Stored entries
%%
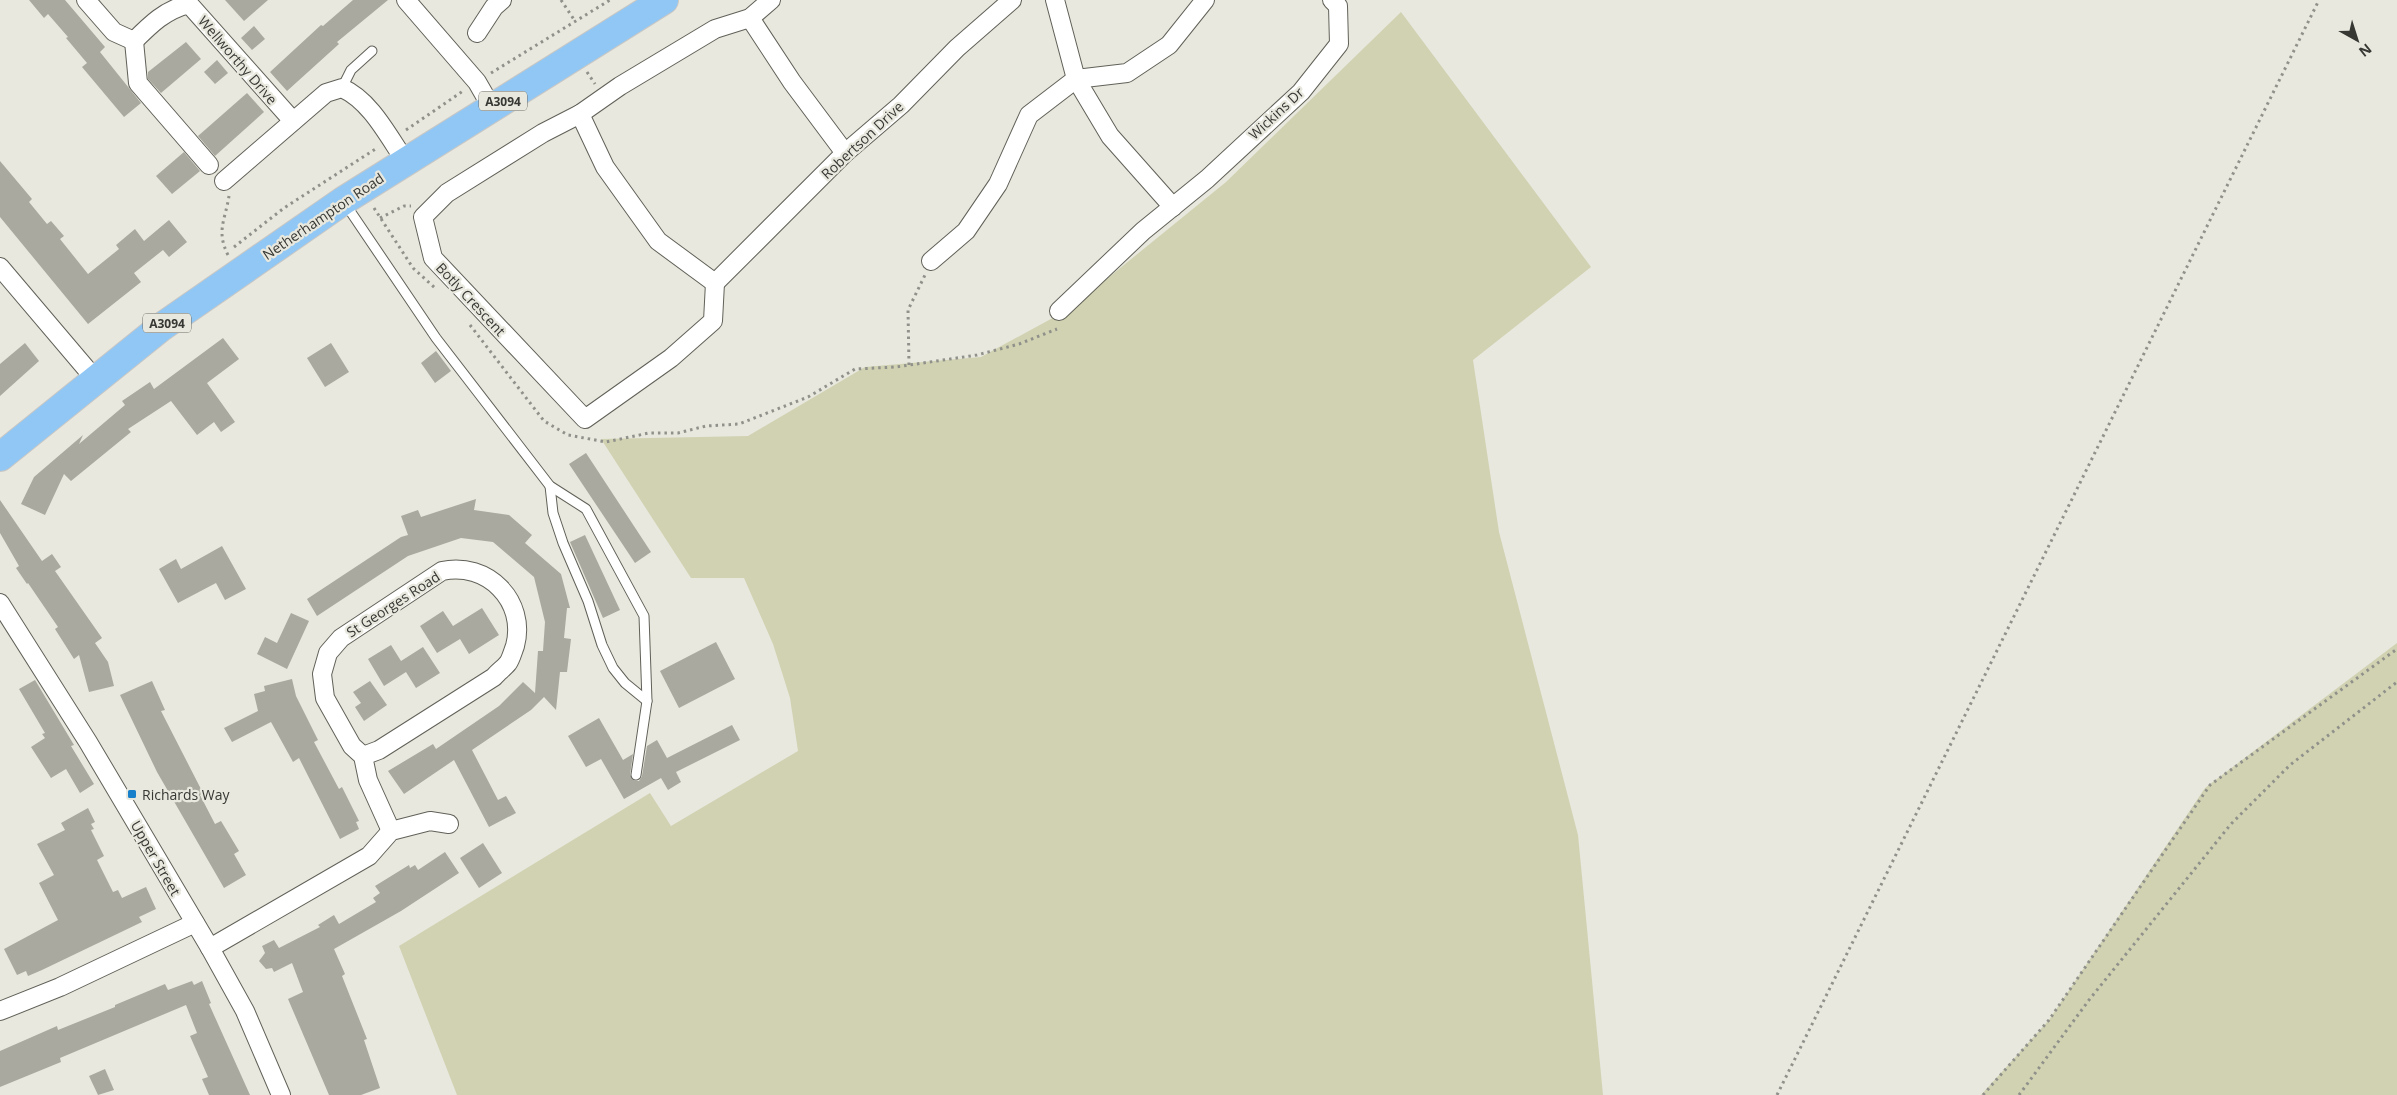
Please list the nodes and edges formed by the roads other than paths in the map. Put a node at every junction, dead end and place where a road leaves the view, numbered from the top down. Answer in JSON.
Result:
{"nodes":[{"id":1,"x":86,"y":0,"type":"edge"},
{"id":2,"x":406,"y":0,"type":"edge"},
{"id":3,"x":502,"y":0,"type":"edge"},
{"id":4,"x":664,"y":0,"type":"edge"},
{"id":5,"x":772,"y":0,"type":"edge"},
{"id":6,"x":1012,"y":0,"type":"edge"},
{"id":7,"x":1055,"y":0,"type":"edge"},
{"id":8,"x":1205,"y":0,"type":"edge"},
{"id":9,"x":1332,"y":0,"type":"edge"},
{"id":10,"x":190,"y":2,"type":"edge"},
{"id":11,"x":750,"y":18,"type":"junction"},
{"id":12,"x":477,"y":33,"type":"dead end"},
{"id":13,"x":134,"y":41,"type":"junction"},
{"id":14,"x":372,"y":51,"type":"dead end"},
{"id":15,"x":1076,"y":79,"type":"junction"},
{"id":16,"x":342,"y":88,"type":"junction"},
{"id":17,"x":492,"y":108,"type":"junction"},
{"id":18,"x":580,"y":114,"type":"junction"},
{"id":19,"x":293,"y":121,"type":"junction"},
{"id":20,"x":845,"y":153,"type":"junction"},
{"id":21,"x":406,"y":162,"type":"junction"},
{"id":22,"x":209,"y":165,"type":"dead end"},
{"id":23,"x":224,"y":181,"type":"road end"},
{"id":24,"x":342,"y":200,"type":"junction"},
{"id":25,"x":1173,"y":207,"type":"junction"},
{"id":26,"x":932,"y":261,"type":"road end"},
{"id":27,"x":0,"y":267,"type":"edge"},
{"id":28,"x":715,"y":283,"type":"junction"},
{"id":29,"x":1059,"y":311,"type":"dead end"},
{"id":30,"x":95,"y":379,"type":"junction"},
{"id":31,"x":0,"y":457,"type":"edge"},
{"id":32,"x":550,"y":486,"type":"junction"},
{"id":33,"x":0,"y":604,"type":"edge"},
{"id":34,"x":647,"y":701,"type":"junction"},
{"id":35,"x":363,"y":756,"type":"junction"},
{"id":36,"x":636,"y":774,"type":"dead end"},
{"id":37,"x":448,"y":824,"type":"dead end"},
{"id":38,"x":391,"y":831,"type":"junction"},
{"id":39,"x":194,"y":923,"type":"junction"},
{"id":40,"x":210,"y":948,"type":"junction"},
{"id":41,"x":0,"y":1011,"type":"edge"},
{"id":42,"x":281,"y":1095,"type":"edge"}],
"edges":[{"from":1,"to":13,"type":"street"},
{"from":2,"to":17,"type":"street"},
{"from":3,"to":12,"type":"street"},
{"from":4,"to":17,"type":"main road","name":"Netherhampton Road","number":"A3094"},
{"from":5,"to":11,"type":"street"},
{"from":6,"to":20,"type":"street","name":"Robertson Drive"},
{"from":7,"to":15,"type":"street"},
{"from":8,"to":15,"type":"street"},
{"from":9,"to":25,"type":"street","name":"Wickins Dr"},
{"from":10,"to":13,"type":"street","name":"Wellworthy Drive"},
{"from":10,"to":19,"type":"street","name":"Wellworthy Drive"},
{"from":11,"to":18,"type":"street","name":"Botly Crescent"},
{"from":11,"to":20,"type":"street"},
{"from":13,"to":22,"type":"street"},
{"from":14,"to":16,"type":"lane"},
{"from":15,"to":25,"type":"street"},
{"from":15,"to":26,"type":"street"},
{"from":16,"to":19,"type":"street"},
{"from":16,"to":21,"type":"street"},
{"from":17,"to":21,"type":"main road","name":"Netherhampton Road","number":"A3094"},
{"from":18,"to":28,"type":"street"},
{"from":18,"to":28,"type":"street","name":"Botly Crescent"},
{"from":19,"to":23,"type":"street"},
{"from":20,"to":28,"type":"street","name":"Robertson Drive"},
{"from":21,"to":24,"type":"main road","name":"Netherhampton Road","number":"A3094"},
{"from":24,"to":30,"type":"main road","name":"Netherhampton Road","number":"A3094"},
{"from":24,"to":32,"type":"lane"},
{"from":25,"to":29,"type":"street","name":"Wickins Dr"},
{"from":27,"to":30,"type":"street"},
{"from":30,"to":31,"type":"main road","name":"Netherhampton Road","number":"A3094"},
{"from":32,"to":34,"type":"lane"},
{"from":32,"to":34,"type":"lane"},
{"from":33,"to":39,"type":"street","name":"Upper Street"},
{"from":34,"to":36,"type":"lane"},
{"from":35,"to":35,"type":"street","name":"St Georges Road"},
{"from":35,"to":38,"type":"street","name":"St Georges Road"},
{"from":37,"to":38,"type":"street"},
{"from":38,"to":40,"type":"street"},
{"from":39,"to":40,"type":"street","name":"Upper Street"},
{"from":39,"to":41,"type":"street"},
{"from":40,"to":42,"type":"street","name":"Upper Street"}]}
%%
Omit the pictures. Repeat the rest of the data exactly.

Please list the nodes and edges formed by the roads other than paths in the map. Put a node at every junction, dead end and place where a road leaves the view, numbered from the top down. Answer in JSON.
Result:
{"nodes":[{"id":1,"x":86,"y":0,"type":"edge"},
{"id":2,"x":406,"y":0,"type":"edge"},
{"id":3,"x":502,"y":0,"type":"edge"},
{"id":4,"x":664,"y":0,"type":"edge"},
{"id":5,"x":772,"y":0,"type":"edge"},
{"id":6,"x":1012,"y":0,"type":"edge"},
{"id":7,"x":1055,"y":0,"type":"edge"},
{"id":8,"x":1205,"y":0,"type":"edge"},
{"id":9,"x":1332,"y":0,"type":"edge"},
{"id":10,"x":190,"y":2,"type":"edge"},
{"id":11,"x":750,"y":18,"type":"junction"},
{"id":12,"x":477,"y":33,"type":"dead end"},
{"id":13,"x":134,"y":41,"type":"junction"},
{"id":14,"x":372,"y":51,"type":"dead end"},
{"id":15,"x":1076,"y":79,"type":"junction"},
{"id":16,"x":342,"y":88,"type":"junction"},
{"id":17,"x":492,"y":108,"type":"junction"},
{"id":18,"x":580,"y":114,"type":"junction"},
{"id":19,"x":293,"y":121,"type":"junction"},
{"id":20,"x":845,"y":153,"type":"junction"},
{"id":21,"x":406,"y":162,"type":"junction"},
{"id":22,"x":209,"y":165,"type":"dead end"},
{"id":23,"x":224,"y":181,"type":"road end"},
{"id":24,"x":342,"y":200,"type":"junction"},
{"id":25,"x":1173,"y":207,"type":"junction"},
{"id":26,"x":932,"y":261,"type":"road end"},
{"id":27,"x":0,"y":267,"type":"edge"},
{"id":28,"x":715,"y":283,"type":"junction"},
{"id":29,"x":1059,"y":311,"type":"dead end"},
{"id":30,"x":95,"y":379,"type":"junction"},
{"id":31,"x":0,"y":457,"type":"edge"},
{"id":32,"x":550,"y":486,"type":"junction"},
{"id":33,"x":0,"y":604,"type":"edge"},
{"id":34,"x":647,"y":701,"type":"junction"},
{"id":35,"x":363,"y":756,"type":"junction"},
{"id":36,"x":636,"y":774,"type":"dead end"},
{"id":37,"x":448,"y":824,"type":"dead end"},
{"id":38,"x":391,"y":831,"type":"junction"},
{"id":39,"x":194,"y":923,"type":"junction"},
{"id":40,"x":210,"y":948,"type":"junction"},
{"id":41,"x":0,"y":1011,"type":"edge"},
{"id":42,"x":281,"y":1095,"type":"edge"}],
"edges":[{"from":1,"to":13,"type":"street"},
{"from":2,"to":17,"type":"street"},
{"from":3,"to":12,"type":"street"},
{"from":4,"to":17,"type":"main road","name":"Netherhampton Road","number":"A3094"},
{"from":5,"to":11,"type":"street"},
{"from":6,"to":20,"type":"street","name":"Robertson Drive"},
{"from":7,"to":15,"type":"street"},
{"from":8,"to":15,"type":"street"},
{"from":9,"to":25,"type":"street","name":"Wickins Dr"},
{"from":10,"to":13,"type":"street","name":"Wellworthy Drive"},
{"from":10,"to":19,"type":"street","name":"Wellworthy Drive"},
{"from":11,"to":18,"type":"street","name":"Botly Crescent"},
{"from":11,"to":20,"type":"street"},
{"from":13,"to":22,"type":"street"},
{"from":14,"to":16,"type":"lane"},
{"from":15,"to":25,"type":"street"},
{"from":15,"to":26,"type":"street"},
{"from":16,"to":19,"type":"street"},
{"from":16,"to":21,"type":"street"},
{"from":17,"to":21,"type":"main road","name":"Netherhampton Road","number":"A3094"},
{"from":18,"to":28,"type":"street"},
{"from":18,"to":28,"type":"street","name":"Botly Crescent"},
{"from":19,"to":23,"type":"street"},
{"from":20,"to":28,"type":"street","name":"Robertson Drive"},
{"from":21,"to":24,"type":"main road","name":"Netherhampton Road","number":"A3094"},
{"from":24,"to":30,"type":"main road","name":"Netherhampton Road","number":"A3094"},
{"from":24,"to":32,"type":"lane"},
{"from":25,"to":29,"type":"street","name":"Wickins Dr"},
{"from":27,"to":30,"type":"street"},
{"from":30,"to":31,"type":"main road","name":"Netherhampton Road","number":"A3094"},
{"from":32,"to":34,"type":"lane"},
{"from":32,"to":34,"type":"lane"},
{"from":33,"to":39,"type":"street","name":"Upper Street"},
{"from":34,"to":36,"type":"lane"},
{"from":35,"to":35,"type":"street","name":"St Georges Road"},
{"from":35,"to":38,"type":"street","name":"St Georges Road"},
{"from":37,"to":38,"type":"street"},
{"from":38,"to":40,"type":"street"},
{"from":39,"to":40,"type":"street","name":"Upper Street"},
{"from":39,"to":41,"type":"street"},
{"from":40,"to":42,"type":"street","name":"Upper Street"}]}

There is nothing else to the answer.